Ironically, it was one of the parents of a child in the research paper who really triggered the surgeon’s fall. In September 2003 I interviewed a mother whose autistic son had appeared in the Lancet article as Child 2. What she told me about the onset of her son’s symptoms was notably different from Wakefield’s account in The Lancet.

A few days later I took this up with a professor called John Walker-Smith, who had worked on the paper with Wakefield. He would later become a co-defendant in the GMC proceedings, and he too may be struck off tomorrow morning.

There was no case in the Lancet paper that was consistent with the case history the mother of Child 2 had given me, I told him.

“Well, that could be true,” he replied disarmingly.

So either what she told me was inaccurate, or the paper itself was inaccurate…

“Well, I can’t really comment,” he said. “You really touch on an area which I don’t think should be debated like this. And I think these parents are wrong to discuss such details, where you could be put in a position of having a lot of medical details and then trying to match it with this. Because it is a confidential matter.”

The GMC decided to investigate my findings. And Wakefield duly turned up to the hearings but called no witnesses during 143 days of evidence.

Then, in January this year, the tribunal of three doctors and two lay people delivered its findings. Wakefield, 53, was found guilty of about three dozen charges, including four of dishonesty and 12 involving the medical abuse of uniquely vulnerable, developmentally challenged young children.

His research on the childrenwas found to be “dishonest” and “unethical”. In pursuit of his patented theory that the vaccine caused bowel disease, for instance, he had had tubes inserted into their guts and needles into their spines — both risky medical procedures that they did not need.

Among the worst victims of the MMR scare were the parents who believed Wakefield’s findings — a few of whom will no doubt once again be shouting slogans tomorrow. I feel only compassion for them. Imagine how terrible it must be to believe that your son or daughter’s autism is your own fault, just because you had your child vaccinated.

“In a way, making the connection was worse for us,” said the mother of the youngster referred to as Child 12 in The Lancet. “We had convinced ourselves it was nothing we had done. Now we knew it was our fault.”

Wakefield had offered them answers when no one else could say why the incidence of autism was on the rise. But in the end he brought these parents only more pain.

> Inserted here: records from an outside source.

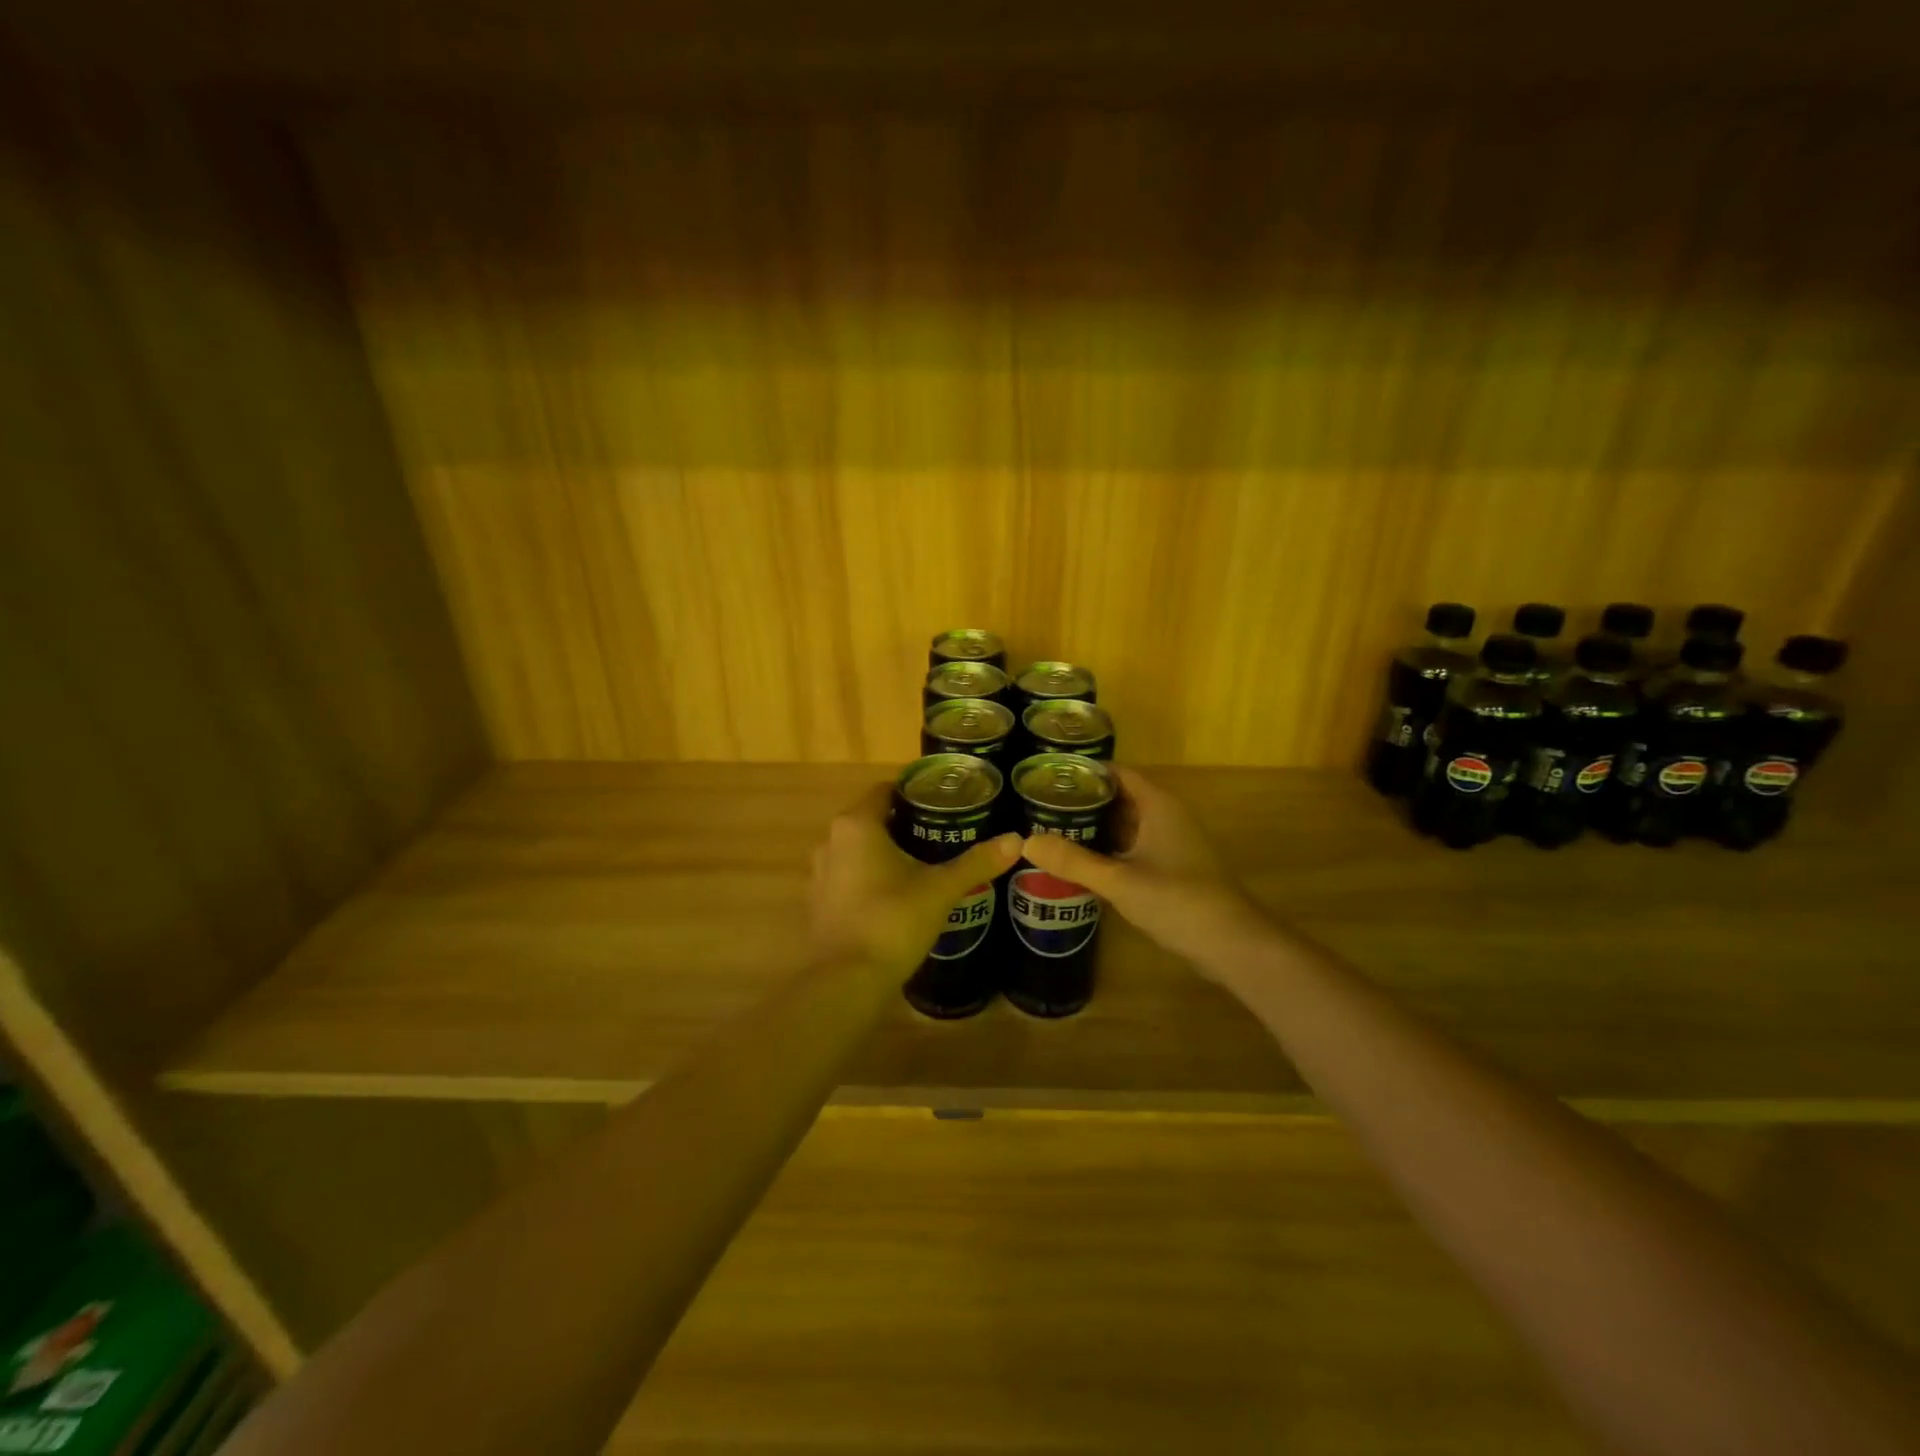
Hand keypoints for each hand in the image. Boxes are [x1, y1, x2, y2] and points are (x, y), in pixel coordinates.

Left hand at [810, 783, 1021, 976]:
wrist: (845, 982)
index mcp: (857, 825)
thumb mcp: (940, 889)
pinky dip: (871, 878)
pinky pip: (849, 877)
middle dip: (906, 824)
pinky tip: (898, 895)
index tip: (945, 801)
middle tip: (945, 832)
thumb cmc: (892, 921)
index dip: (915, 792)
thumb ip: (977, 862)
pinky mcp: (819, 903)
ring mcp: (820, 874)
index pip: (886, 790)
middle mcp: (831, 841)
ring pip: (859, 850)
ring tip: (926, 863)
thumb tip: (1017, 840)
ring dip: (887, 853)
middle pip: (873, 819)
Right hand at [1021, 766, 1273, 976]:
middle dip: (1083, 799)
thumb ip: (1073, 861)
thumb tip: (1025, 842)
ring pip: (1126, 824)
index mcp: (1158, 805)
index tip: (1047, 775)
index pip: (1116, 772)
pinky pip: (1133, 846)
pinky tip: (1081, 860)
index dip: (1084, 771)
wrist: (1232, 944)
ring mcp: (1171, 842)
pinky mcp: (1172, 867)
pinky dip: (1108, 847)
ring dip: (1094, 825)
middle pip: (1119, 796)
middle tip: (1039, 804)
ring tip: (1051, 828)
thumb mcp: (1119, 881)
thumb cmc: (1178, 901)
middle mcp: (1165, 816)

Even some of those involved in his research now tell me they have had enough of his antics. “Please let me know if Andrew W has his doctor’s licence revoked,” emailed the father of Child 11. “His misrepresentation of my son in his research paper is inexcusable. His motives for this, I may never know.”

As for Wakefield himself, he was recently ousted from a lucrative research post in Texas and claims he is the victim of dark forces connected with the government and the drug industry. “The allegations against me and my colleagues are both unfounded and unjust,” he told the protesters in January.

Once, Wakefield’s words were enough to make vaccination rates plummet. The rates started climbing again after The Sunday Times began its investigation — and now levels are nearly back to where they were before his crusade began.